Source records

"""

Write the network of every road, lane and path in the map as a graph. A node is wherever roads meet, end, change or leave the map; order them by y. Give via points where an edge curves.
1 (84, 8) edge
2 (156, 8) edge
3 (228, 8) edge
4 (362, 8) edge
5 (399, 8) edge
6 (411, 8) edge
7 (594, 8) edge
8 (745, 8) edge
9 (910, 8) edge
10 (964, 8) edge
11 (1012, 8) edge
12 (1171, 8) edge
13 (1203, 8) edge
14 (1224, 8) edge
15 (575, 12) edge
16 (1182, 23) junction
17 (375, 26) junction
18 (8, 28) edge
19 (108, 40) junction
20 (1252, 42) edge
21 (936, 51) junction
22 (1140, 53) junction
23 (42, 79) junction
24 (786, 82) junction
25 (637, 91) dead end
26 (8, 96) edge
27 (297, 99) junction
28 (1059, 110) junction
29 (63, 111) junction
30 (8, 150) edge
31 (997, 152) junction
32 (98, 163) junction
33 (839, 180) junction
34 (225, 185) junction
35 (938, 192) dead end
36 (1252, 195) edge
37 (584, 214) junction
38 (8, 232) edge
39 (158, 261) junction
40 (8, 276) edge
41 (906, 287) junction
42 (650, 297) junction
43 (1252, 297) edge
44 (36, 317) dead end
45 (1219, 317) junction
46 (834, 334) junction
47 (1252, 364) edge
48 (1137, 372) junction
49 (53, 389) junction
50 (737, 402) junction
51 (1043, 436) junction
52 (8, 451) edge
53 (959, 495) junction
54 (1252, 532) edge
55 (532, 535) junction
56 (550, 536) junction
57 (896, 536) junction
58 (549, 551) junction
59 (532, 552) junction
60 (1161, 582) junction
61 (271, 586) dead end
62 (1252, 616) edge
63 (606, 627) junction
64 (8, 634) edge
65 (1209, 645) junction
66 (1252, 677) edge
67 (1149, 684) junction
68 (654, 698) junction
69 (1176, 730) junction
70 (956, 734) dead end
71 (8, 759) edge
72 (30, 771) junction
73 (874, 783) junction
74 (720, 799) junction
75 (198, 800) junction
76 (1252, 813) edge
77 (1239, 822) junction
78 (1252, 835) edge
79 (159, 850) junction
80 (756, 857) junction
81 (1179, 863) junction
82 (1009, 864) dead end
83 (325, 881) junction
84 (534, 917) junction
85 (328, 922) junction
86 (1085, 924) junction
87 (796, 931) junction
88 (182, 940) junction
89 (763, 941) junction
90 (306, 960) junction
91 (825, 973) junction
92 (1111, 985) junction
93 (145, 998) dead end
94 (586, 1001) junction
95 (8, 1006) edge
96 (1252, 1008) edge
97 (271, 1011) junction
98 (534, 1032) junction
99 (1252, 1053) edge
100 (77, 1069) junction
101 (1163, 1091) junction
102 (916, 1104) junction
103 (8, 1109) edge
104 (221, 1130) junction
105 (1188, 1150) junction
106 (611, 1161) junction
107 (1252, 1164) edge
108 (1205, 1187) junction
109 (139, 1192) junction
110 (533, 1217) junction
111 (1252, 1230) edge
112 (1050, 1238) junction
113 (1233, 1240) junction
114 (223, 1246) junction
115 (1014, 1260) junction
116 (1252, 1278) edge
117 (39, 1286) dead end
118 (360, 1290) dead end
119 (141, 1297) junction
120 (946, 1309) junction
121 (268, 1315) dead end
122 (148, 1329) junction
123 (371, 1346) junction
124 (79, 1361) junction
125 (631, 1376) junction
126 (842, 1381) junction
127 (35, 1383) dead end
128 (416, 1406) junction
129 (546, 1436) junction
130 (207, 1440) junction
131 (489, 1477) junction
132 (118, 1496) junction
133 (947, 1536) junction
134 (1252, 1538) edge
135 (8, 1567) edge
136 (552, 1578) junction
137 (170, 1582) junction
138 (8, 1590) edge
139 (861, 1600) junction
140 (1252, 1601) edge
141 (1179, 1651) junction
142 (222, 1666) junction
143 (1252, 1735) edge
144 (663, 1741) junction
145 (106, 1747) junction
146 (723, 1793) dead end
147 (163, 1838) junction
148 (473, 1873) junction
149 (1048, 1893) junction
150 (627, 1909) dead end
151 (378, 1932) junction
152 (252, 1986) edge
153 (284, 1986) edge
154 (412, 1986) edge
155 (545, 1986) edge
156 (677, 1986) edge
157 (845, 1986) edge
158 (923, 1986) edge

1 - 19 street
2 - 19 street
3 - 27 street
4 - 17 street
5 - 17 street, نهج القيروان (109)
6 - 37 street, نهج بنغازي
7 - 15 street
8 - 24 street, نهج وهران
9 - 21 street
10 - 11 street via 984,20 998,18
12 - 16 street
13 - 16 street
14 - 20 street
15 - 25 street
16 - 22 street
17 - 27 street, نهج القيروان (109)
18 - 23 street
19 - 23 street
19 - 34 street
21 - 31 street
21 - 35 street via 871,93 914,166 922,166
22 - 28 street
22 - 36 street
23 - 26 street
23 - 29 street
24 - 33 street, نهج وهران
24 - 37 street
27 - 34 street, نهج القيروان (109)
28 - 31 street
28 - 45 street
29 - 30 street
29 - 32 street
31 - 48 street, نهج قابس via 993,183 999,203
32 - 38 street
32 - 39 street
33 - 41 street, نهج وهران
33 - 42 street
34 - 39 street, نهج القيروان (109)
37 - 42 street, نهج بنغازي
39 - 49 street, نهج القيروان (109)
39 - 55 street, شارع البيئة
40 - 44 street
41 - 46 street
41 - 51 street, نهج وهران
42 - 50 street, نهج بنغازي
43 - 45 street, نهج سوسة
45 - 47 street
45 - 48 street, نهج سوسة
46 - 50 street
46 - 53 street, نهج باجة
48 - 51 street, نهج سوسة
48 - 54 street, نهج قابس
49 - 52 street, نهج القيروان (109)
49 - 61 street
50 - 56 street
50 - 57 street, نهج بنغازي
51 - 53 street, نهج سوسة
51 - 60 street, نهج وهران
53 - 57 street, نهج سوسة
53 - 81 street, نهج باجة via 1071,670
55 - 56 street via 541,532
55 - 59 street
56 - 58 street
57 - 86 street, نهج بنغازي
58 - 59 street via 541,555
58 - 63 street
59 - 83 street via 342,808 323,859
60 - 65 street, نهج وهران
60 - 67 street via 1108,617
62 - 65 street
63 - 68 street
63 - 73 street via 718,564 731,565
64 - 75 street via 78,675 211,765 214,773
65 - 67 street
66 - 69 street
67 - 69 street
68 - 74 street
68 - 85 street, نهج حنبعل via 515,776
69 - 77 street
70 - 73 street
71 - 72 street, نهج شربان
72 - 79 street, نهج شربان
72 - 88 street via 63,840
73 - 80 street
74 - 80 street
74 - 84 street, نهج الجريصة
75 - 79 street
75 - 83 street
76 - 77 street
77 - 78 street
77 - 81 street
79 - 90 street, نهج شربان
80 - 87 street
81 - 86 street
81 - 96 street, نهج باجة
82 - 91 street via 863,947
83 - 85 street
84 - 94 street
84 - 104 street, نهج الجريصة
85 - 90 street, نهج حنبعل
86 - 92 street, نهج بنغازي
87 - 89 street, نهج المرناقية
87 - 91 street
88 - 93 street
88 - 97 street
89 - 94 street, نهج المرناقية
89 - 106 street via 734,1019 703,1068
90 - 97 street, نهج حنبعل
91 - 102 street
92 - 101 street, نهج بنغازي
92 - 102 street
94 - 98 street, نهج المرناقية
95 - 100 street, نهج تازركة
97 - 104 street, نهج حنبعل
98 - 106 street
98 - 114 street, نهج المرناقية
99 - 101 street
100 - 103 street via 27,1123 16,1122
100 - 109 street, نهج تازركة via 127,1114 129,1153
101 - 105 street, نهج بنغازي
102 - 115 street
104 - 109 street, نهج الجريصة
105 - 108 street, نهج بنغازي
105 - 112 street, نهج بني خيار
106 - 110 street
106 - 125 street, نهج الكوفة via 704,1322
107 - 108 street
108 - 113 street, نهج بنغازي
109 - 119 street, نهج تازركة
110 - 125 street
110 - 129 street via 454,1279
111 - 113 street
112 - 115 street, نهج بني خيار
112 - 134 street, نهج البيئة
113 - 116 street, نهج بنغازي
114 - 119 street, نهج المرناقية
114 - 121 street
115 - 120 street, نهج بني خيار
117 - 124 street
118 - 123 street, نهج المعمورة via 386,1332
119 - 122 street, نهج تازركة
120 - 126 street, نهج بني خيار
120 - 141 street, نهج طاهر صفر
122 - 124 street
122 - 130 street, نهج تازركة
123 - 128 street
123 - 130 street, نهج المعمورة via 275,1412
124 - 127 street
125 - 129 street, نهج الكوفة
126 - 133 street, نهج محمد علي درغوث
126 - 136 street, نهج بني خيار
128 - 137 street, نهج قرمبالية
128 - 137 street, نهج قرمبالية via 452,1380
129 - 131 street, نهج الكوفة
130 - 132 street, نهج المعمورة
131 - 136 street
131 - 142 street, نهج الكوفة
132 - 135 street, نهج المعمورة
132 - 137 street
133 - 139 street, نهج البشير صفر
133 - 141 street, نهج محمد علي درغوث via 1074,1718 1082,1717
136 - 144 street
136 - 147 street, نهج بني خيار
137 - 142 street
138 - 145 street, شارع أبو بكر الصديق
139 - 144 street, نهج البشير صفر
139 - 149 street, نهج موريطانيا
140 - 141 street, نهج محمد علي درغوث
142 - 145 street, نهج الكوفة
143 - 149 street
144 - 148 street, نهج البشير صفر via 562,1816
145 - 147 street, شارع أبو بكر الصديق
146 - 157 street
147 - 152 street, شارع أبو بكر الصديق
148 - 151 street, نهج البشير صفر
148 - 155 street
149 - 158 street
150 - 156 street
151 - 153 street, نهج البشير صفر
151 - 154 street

"""

**Activity**
Find each line in the records above that contains "قابس", and copy it.

**Answer to the exercise**
31 - 48 street, نهج قابس via 993,183 999,203
48 - 54 street, نهج قابس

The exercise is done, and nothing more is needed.